Ингвар осторожно придерживал здоровой рукой кокон из пеногипса, в который упаковали сломанную кость. Он осторожно нянчил руку и зыркал исподлобья на врача. Пеногипс был игривого розового цвета и никак не подходил к трагической обстановке.
— И как же они, интересно, узнают? — шмыгнул носом Алешкин. — Мне сейчас только двенадцать. В запасе уйма времени.
— Из твоей медицинской карты. — Врач щелкнул по корпусу наручного компьютера, закрепленного широким ремнем-липучкой на запястье. Пальцы пробежали по кнопкам. — В ней все твои болезни, начиная с самого рождения. Надеюсь, ты не забыл, что у тебя в годовалом возрасте появилась аллергия на лактозу?
— На что?
— На молоко.
— Вранье! Я утром пил молочный коктейль! — возмутился Алешкин и тут же скривился. Под толстой розовой коркой больно кольнуло и нестерпимо зачесалось, словно там соревновались в беге две панцирные сороконожки. Добраться до них в ближайшие две недели не представлялось возможным. Пеногипса в больнице не жалели.
— К трем годам непереносимость прошла, — успокоил врач, заглянув в окошечко дисплея. — Ладно, дуй домой. Ты тут не один такой одаренный.
Из-за приоткрытой двери приемного отделения донеслось приглушенное подвывание.
На кушетке, затянутой белой тканью, ждала своей очереди следующая жертва сериала.

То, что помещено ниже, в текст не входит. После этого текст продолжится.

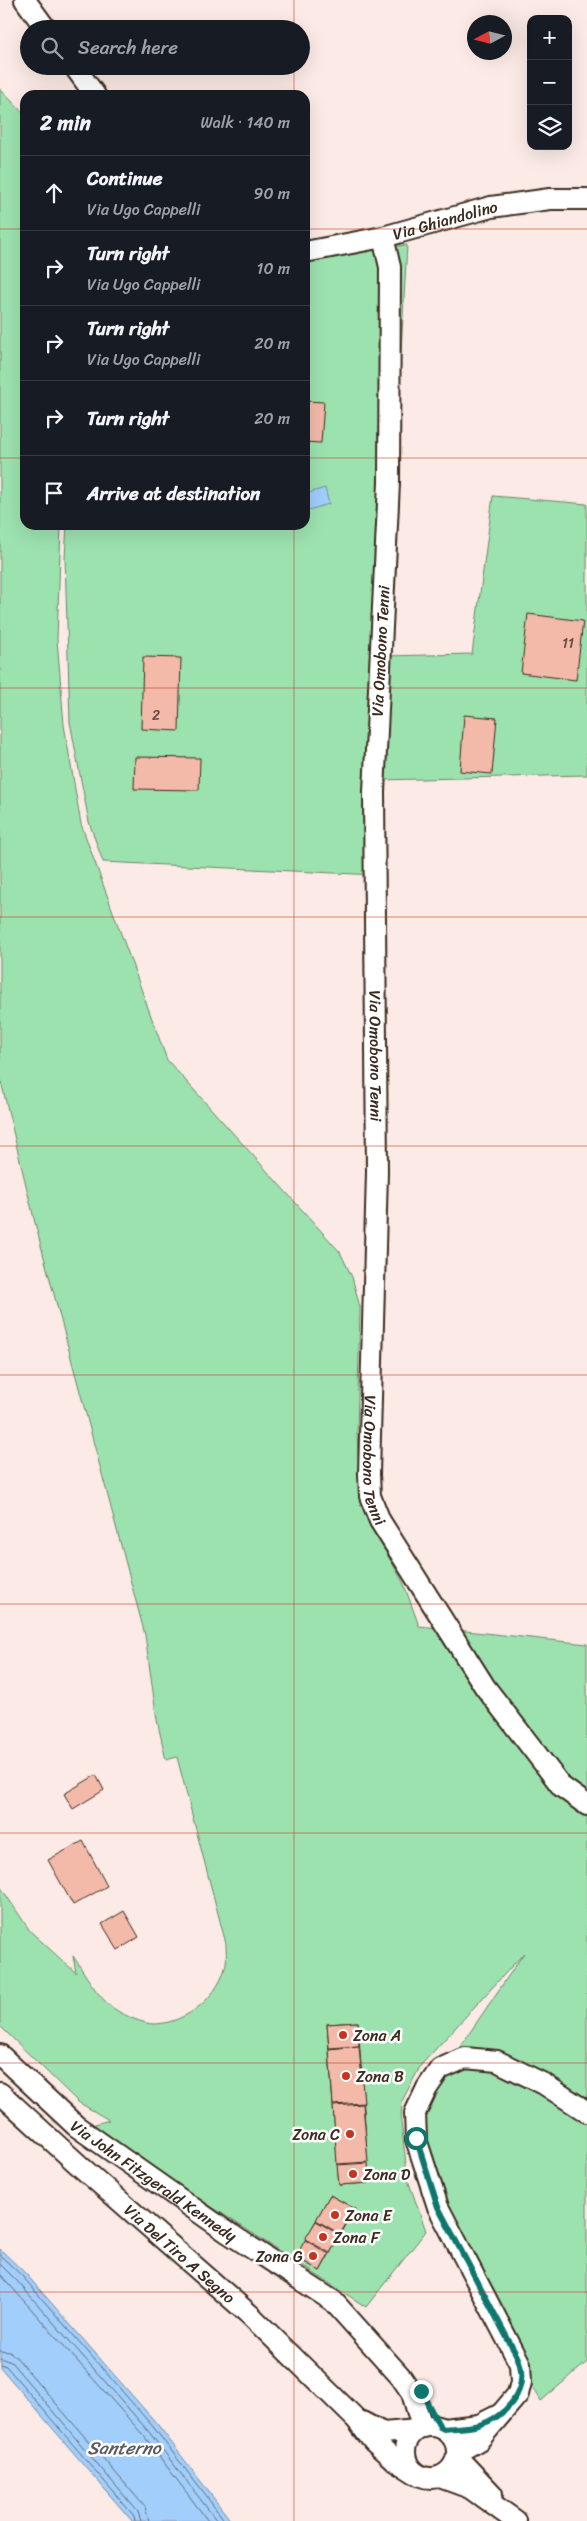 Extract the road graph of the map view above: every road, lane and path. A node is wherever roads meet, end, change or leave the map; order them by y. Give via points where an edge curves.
1 (24, 0) edge
2 (39, 20) edge
3 (81, 75) edge
4 (91, 90) edge
5 (587, 199) edge
6 (383, 237) junction
7 (310, 251) edge
8 (587, 1806) edge
9 (0, 2055) edge
10 (0, 2093) edge
11 (587, 2112) edge
12 (505, 2412) junction
13 (356, 2419) junction
14 (431, 2429) junction
15 (457, 2454) junction
16 (416, 2473) junction
17 (440, 2477) junction
18 (516, 2521) edge

1 - 2 street
3 - 4 street
5 - 6 street, Via Ghiandolino via 550,199 491,207
6 - 7 street, Via Ghiandolino
6 - 8 street, Via Omobono Tenni via 390,267 389,473 374,792 377,1172 370,1496 399,1553 485,1687 562,1787
9 - 14 street, Via John Fitzgerald Kennedy via 76,2126 227,2232 333,2301 401,2377 421,2391
10 - 13 street, Via Del Tiro A Segno via 249,2314
11 - 12 street via 544,2084 497,2061 465,2058 440,2069 415,2113 416,2138 438,2207 520,2364 518,2394
12 - 14 street, Via Del Tiro A Segno via 479,2425
12 - 15 street via 479,2440
13 - 14 street, Via Del Tiro A Segno via 383,2434
13 - 16 street, Via Del Tiro A Segno via 392,2459
14 - 15 street via 454,2439
14 - 16 street via 408,2441 407,2462
15 - 17 street via 451,2469
15 - 18 street
16 - 17 street
17 - 18 street via 470,2488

Источником жалобного воя был шестилетний карапуз, которого держала за руку мать, похожая на взъерошенную курицу. Отпрыск умудрился натянуть на голову колбу от светильника-ловушки. Такие вешают на открытых летних верандах и в беседках. Две недели в году нет спасения от крохотных ночных мотыльков синекрылок. Любители посидеть вечером на открытом воздухе спасались от докучливых насекомых при помощи таких биоловушек. Колба служила им стеклянным кожухом.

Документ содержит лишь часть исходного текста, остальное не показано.